[Opening Given records section]
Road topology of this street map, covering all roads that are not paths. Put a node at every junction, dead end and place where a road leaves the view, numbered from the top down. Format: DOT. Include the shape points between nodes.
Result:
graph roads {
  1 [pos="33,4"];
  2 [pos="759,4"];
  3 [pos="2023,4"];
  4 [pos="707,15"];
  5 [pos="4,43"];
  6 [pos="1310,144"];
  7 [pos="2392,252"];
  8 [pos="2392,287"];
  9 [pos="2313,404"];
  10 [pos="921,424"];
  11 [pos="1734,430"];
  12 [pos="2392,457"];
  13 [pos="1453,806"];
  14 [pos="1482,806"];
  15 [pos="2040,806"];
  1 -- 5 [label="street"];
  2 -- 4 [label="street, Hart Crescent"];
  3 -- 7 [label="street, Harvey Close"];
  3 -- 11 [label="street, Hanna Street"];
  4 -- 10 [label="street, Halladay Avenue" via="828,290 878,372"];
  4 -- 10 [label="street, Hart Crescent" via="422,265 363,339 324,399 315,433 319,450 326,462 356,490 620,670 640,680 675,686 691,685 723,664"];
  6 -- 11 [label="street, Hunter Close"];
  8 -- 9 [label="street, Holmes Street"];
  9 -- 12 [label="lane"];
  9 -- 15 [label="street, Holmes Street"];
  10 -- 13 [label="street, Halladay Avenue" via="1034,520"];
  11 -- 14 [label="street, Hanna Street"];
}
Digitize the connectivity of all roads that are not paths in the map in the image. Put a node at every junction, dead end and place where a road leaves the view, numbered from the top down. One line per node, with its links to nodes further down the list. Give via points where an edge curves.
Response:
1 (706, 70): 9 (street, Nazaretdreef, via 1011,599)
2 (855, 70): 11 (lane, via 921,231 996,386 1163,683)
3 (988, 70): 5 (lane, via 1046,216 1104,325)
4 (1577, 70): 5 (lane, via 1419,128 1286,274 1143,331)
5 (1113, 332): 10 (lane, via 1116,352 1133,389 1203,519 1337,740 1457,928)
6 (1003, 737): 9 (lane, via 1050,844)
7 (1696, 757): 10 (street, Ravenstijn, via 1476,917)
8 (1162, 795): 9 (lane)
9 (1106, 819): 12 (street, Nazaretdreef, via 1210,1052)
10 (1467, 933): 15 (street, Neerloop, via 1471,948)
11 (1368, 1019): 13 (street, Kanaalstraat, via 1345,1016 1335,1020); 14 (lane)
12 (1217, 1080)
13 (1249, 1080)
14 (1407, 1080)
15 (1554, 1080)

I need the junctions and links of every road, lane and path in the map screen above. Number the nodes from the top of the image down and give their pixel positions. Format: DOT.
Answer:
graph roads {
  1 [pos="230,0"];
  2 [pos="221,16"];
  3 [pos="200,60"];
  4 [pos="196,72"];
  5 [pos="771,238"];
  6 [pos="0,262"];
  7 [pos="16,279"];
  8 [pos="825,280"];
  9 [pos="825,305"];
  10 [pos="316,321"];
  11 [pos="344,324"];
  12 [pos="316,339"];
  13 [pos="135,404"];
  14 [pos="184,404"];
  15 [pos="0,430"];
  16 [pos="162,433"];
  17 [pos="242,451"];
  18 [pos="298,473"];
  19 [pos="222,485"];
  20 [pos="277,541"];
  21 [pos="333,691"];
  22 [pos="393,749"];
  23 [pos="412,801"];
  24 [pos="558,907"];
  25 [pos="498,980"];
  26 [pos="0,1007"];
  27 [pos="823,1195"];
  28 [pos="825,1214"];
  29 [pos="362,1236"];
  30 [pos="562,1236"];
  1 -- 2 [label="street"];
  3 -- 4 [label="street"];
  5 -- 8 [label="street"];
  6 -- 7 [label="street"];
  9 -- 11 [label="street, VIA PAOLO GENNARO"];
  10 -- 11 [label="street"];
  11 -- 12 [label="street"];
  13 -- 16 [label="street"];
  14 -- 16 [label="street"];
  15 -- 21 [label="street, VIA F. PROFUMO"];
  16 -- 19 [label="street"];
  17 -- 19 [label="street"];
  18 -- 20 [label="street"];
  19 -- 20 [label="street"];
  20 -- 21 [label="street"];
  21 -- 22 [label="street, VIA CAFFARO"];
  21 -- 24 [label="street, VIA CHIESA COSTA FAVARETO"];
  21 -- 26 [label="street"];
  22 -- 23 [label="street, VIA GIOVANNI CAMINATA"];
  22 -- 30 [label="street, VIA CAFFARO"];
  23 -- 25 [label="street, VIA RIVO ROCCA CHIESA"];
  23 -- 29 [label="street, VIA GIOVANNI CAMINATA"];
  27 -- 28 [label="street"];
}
[Closing Given records section]
### Work required
Within the entries above, some lines may contain "dead". Report how many, and nothing else.

### Answer to this exercise
2